(Data extracted from a collection)
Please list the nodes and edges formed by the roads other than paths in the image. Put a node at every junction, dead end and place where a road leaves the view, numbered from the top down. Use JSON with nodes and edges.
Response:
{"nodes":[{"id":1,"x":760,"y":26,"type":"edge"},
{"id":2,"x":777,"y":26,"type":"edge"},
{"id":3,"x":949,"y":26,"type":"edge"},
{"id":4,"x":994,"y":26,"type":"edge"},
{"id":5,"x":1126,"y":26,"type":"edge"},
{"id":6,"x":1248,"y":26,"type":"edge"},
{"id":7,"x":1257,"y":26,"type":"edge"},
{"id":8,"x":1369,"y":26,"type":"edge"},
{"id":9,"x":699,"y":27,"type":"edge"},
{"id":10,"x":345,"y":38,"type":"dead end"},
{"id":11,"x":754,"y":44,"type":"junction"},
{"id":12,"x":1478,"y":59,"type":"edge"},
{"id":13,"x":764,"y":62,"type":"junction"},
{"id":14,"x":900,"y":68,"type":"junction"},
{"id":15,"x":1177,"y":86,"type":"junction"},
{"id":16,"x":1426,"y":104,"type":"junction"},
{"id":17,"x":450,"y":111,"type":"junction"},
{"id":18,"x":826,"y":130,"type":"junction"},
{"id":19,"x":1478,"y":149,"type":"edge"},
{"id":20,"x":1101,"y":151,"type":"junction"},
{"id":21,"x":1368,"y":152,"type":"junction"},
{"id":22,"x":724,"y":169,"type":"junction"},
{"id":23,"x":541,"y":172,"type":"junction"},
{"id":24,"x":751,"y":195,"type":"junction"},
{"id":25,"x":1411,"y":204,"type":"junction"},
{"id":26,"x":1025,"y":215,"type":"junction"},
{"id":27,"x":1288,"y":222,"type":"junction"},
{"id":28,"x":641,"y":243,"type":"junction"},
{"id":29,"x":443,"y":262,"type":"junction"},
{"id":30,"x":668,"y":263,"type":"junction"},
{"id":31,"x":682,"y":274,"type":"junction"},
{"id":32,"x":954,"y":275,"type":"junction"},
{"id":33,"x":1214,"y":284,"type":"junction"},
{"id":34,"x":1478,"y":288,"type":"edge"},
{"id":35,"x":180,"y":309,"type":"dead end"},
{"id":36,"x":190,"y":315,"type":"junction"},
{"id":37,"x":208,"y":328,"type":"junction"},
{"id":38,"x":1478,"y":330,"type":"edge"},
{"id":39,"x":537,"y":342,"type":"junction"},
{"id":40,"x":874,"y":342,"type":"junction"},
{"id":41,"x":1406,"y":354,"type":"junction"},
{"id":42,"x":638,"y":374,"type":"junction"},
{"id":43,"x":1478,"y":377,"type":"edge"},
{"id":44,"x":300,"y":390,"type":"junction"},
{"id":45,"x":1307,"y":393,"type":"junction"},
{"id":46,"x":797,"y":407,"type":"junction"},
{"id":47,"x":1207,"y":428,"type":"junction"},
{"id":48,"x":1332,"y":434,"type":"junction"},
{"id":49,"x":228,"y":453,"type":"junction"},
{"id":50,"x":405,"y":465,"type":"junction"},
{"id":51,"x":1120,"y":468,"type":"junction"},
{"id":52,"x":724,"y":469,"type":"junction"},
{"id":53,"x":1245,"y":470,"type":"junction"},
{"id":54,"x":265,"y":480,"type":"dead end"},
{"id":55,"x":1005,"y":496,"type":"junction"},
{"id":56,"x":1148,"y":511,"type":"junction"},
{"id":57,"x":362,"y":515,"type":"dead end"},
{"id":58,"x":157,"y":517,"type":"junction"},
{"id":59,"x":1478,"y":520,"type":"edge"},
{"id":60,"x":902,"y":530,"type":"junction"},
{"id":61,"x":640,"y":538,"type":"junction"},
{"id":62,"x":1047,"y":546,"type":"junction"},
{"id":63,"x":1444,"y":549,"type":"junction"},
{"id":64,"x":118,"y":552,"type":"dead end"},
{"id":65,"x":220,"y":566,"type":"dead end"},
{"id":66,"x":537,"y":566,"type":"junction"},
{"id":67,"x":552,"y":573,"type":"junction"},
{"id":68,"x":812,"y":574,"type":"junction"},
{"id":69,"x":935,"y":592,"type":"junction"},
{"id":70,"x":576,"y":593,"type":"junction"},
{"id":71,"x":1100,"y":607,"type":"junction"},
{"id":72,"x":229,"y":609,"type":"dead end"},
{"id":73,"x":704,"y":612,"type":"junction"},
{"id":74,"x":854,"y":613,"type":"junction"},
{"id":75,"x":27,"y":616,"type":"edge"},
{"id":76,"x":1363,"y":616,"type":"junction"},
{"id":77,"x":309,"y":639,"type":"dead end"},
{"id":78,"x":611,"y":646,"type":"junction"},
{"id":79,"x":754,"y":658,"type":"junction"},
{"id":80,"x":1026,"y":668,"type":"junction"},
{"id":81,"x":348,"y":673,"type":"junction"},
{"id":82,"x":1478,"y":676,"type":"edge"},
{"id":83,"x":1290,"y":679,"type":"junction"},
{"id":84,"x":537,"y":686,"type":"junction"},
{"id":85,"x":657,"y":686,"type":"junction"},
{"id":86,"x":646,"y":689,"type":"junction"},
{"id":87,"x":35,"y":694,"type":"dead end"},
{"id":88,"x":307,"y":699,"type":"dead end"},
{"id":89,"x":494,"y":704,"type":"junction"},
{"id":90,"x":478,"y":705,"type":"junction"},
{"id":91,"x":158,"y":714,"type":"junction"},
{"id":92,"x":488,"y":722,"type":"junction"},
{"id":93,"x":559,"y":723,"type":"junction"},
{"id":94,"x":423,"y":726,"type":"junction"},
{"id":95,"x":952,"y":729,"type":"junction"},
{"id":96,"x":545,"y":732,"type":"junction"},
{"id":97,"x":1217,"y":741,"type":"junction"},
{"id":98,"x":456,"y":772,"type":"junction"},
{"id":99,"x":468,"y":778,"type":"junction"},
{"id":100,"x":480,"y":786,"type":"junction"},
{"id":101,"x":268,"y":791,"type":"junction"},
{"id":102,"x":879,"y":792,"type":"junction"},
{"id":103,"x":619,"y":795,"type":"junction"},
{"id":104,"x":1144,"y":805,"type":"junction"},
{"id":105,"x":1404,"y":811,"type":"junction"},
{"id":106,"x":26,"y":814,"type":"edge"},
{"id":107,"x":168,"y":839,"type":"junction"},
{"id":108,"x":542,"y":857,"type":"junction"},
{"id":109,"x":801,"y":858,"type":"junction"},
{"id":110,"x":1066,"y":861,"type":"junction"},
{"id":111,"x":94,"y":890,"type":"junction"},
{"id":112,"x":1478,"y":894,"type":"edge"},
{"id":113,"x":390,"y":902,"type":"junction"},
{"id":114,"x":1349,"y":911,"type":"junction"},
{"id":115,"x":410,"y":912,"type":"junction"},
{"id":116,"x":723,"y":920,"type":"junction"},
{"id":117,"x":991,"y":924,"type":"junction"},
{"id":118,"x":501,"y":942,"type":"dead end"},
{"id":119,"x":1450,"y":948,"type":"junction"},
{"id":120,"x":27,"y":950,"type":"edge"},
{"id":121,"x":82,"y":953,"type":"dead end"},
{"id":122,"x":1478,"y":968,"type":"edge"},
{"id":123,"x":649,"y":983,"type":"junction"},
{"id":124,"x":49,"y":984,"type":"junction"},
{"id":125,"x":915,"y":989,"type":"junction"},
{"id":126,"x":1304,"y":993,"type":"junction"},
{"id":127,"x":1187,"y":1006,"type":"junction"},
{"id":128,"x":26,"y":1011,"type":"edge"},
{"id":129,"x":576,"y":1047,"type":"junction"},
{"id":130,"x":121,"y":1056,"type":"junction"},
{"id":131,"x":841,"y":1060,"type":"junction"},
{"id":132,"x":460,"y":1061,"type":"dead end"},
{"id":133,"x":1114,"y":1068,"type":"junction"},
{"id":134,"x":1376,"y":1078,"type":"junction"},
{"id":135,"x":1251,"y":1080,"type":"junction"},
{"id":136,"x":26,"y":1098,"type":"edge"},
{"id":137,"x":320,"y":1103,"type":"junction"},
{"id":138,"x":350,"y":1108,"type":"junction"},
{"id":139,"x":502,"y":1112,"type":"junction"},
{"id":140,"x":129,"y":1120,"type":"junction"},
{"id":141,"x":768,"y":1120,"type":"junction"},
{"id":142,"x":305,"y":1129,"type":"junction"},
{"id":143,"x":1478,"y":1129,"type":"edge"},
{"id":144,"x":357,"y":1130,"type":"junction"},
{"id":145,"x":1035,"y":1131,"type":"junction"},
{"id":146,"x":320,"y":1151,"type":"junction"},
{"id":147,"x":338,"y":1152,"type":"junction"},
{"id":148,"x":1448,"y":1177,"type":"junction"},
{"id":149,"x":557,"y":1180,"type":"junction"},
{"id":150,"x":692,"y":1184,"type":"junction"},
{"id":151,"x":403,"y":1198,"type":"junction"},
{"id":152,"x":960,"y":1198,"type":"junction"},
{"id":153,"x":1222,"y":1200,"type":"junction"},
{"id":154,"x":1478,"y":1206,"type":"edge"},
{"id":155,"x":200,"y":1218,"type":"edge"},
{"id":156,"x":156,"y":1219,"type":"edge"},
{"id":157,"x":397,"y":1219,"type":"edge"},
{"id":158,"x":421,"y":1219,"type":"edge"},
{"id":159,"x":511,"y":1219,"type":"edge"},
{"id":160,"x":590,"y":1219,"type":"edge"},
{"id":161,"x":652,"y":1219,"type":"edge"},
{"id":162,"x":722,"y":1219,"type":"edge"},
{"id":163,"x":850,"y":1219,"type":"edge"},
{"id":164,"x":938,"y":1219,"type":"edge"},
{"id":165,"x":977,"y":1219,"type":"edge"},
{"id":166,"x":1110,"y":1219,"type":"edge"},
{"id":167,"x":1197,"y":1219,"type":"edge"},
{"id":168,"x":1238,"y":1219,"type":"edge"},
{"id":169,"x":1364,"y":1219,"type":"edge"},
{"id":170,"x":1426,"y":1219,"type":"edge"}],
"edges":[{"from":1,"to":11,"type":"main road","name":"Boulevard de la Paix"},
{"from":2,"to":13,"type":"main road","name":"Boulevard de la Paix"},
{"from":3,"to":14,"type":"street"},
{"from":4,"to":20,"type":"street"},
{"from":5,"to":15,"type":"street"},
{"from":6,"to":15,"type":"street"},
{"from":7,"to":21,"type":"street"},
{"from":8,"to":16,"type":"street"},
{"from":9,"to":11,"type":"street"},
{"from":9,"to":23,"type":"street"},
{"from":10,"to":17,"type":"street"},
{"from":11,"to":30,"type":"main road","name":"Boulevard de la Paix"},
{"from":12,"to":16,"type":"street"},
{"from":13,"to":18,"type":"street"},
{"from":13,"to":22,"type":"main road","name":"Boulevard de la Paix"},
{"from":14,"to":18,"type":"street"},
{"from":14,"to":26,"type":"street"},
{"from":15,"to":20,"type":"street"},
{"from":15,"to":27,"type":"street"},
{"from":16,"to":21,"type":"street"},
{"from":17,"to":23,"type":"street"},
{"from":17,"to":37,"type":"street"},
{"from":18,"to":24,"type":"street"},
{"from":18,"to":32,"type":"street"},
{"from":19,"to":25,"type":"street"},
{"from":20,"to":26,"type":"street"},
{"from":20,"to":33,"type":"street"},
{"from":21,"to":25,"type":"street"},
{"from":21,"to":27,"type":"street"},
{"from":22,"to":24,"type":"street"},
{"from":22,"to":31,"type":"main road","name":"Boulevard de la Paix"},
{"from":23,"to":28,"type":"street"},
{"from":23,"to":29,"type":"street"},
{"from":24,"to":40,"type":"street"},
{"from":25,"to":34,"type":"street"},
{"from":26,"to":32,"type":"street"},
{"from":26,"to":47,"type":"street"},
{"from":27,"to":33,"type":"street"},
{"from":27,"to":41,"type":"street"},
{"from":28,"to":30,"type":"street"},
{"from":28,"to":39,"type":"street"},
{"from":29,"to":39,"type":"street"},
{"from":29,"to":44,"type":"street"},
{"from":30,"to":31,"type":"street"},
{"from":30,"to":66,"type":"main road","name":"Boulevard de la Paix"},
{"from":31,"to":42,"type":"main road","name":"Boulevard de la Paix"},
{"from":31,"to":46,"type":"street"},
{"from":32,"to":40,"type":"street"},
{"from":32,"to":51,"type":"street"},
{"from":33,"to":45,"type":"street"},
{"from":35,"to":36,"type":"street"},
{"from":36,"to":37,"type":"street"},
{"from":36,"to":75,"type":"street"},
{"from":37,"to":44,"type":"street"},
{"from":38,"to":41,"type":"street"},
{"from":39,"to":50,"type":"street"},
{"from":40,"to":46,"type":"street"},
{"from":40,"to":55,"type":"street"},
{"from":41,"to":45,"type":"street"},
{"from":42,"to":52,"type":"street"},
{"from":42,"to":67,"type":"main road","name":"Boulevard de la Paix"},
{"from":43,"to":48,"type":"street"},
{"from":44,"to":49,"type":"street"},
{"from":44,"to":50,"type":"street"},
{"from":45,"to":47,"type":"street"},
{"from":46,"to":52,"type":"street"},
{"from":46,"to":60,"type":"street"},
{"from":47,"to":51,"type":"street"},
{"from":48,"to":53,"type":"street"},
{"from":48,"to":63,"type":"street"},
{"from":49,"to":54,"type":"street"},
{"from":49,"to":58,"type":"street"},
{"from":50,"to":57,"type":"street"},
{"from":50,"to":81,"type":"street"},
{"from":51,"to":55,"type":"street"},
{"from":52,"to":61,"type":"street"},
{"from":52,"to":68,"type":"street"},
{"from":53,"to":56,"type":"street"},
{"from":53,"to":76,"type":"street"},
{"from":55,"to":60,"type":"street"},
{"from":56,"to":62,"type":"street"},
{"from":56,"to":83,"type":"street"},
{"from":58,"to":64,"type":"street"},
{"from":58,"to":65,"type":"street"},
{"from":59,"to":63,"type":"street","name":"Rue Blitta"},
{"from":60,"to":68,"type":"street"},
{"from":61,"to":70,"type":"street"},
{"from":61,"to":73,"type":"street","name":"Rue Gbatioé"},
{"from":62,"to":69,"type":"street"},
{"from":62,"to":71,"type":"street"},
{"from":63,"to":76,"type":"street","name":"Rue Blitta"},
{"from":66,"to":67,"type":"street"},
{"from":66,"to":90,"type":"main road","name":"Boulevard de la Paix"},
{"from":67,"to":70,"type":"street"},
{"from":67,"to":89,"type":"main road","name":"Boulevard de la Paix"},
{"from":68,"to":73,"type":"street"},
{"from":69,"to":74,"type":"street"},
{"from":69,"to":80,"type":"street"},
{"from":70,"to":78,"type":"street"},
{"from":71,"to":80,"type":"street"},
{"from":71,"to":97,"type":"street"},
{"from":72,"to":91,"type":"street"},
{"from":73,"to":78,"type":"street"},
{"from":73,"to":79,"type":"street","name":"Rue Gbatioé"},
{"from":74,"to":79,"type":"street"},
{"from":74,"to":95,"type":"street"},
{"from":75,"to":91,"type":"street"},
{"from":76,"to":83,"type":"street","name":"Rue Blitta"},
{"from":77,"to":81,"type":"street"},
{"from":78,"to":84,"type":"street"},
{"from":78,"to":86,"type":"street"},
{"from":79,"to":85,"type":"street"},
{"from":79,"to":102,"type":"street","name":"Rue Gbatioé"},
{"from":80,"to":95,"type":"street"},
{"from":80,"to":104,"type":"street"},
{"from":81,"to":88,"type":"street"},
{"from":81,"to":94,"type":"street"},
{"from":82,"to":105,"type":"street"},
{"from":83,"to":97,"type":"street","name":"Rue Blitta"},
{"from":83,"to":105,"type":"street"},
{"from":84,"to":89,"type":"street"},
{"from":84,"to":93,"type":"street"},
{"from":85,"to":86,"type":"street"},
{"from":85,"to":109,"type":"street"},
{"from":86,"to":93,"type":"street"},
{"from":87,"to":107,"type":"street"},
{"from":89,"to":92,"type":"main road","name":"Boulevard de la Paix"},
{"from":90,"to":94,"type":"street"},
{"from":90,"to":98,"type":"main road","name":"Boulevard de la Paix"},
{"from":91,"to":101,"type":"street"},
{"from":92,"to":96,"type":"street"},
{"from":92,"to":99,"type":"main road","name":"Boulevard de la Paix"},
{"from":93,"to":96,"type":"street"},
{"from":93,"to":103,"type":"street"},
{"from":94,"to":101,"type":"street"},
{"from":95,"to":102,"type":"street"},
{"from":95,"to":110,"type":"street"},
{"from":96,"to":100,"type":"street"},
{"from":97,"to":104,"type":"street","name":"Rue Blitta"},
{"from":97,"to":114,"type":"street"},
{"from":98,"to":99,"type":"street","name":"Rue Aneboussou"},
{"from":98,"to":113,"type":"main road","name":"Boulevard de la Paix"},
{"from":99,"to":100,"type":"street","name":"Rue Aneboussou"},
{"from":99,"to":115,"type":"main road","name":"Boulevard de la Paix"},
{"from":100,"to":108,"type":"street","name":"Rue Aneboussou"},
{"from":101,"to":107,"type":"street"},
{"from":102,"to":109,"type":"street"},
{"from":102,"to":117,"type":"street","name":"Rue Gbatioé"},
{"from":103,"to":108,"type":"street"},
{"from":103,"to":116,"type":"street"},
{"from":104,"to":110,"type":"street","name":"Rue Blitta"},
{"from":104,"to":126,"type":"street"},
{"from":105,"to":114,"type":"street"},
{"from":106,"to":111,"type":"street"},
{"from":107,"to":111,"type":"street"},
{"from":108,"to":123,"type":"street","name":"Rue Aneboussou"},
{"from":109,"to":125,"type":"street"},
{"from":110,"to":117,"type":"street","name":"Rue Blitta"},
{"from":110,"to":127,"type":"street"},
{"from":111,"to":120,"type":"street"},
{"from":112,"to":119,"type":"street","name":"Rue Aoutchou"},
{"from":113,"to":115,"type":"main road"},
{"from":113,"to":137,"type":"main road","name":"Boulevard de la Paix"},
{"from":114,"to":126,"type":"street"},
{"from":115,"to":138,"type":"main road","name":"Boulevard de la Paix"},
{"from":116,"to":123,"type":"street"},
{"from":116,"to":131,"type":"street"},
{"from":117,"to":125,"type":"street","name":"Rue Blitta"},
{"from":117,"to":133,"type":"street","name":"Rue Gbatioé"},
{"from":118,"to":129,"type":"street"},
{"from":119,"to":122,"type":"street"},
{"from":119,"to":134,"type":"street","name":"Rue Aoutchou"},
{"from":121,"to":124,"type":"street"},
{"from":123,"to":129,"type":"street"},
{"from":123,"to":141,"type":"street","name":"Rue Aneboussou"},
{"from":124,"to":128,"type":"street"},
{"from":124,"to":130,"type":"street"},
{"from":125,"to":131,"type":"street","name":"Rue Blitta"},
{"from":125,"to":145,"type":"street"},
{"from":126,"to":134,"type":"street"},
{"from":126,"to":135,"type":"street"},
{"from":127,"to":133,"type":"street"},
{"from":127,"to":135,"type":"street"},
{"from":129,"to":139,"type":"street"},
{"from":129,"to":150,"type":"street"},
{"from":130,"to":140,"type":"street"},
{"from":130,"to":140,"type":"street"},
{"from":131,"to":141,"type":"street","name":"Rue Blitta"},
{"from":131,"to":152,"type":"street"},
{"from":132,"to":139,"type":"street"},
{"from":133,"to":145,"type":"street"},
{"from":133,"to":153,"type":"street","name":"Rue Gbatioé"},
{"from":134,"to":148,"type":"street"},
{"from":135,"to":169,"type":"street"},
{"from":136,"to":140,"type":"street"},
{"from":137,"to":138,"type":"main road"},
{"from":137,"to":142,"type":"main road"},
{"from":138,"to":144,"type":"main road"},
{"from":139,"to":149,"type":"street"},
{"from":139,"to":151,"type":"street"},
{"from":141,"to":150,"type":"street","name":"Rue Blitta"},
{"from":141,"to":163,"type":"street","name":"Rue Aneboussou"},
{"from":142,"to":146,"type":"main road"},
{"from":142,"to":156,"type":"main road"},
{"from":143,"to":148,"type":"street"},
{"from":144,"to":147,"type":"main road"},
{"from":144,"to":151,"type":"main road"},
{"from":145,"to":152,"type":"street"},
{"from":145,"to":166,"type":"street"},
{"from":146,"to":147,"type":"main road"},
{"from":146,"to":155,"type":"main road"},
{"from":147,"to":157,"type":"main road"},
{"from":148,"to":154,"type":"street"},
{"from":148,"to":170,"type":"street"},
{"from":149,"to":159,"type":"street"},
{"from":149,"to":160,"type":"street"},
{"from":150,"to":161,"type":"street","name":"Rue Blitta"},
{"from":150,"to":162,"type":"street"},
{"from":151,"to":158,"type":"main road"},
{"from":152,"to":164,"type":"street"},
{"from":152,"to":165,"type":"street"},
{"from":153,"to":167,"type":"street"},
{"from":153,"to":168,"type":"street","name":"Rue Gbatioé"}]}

▶ [What the task requires] Above are the records; copy each line from them that includes the string "nodes".

▶ [Solved exercise]
Please list the nodes and edges formed by the roads other than paths in the image. Put a node at every junction, dead end and place where a road leaves the view, numbered from the top down. Use JSON with nodes and edges.
{"nodes":[{"id":1,"x":760,"y":26,"type":"edge"},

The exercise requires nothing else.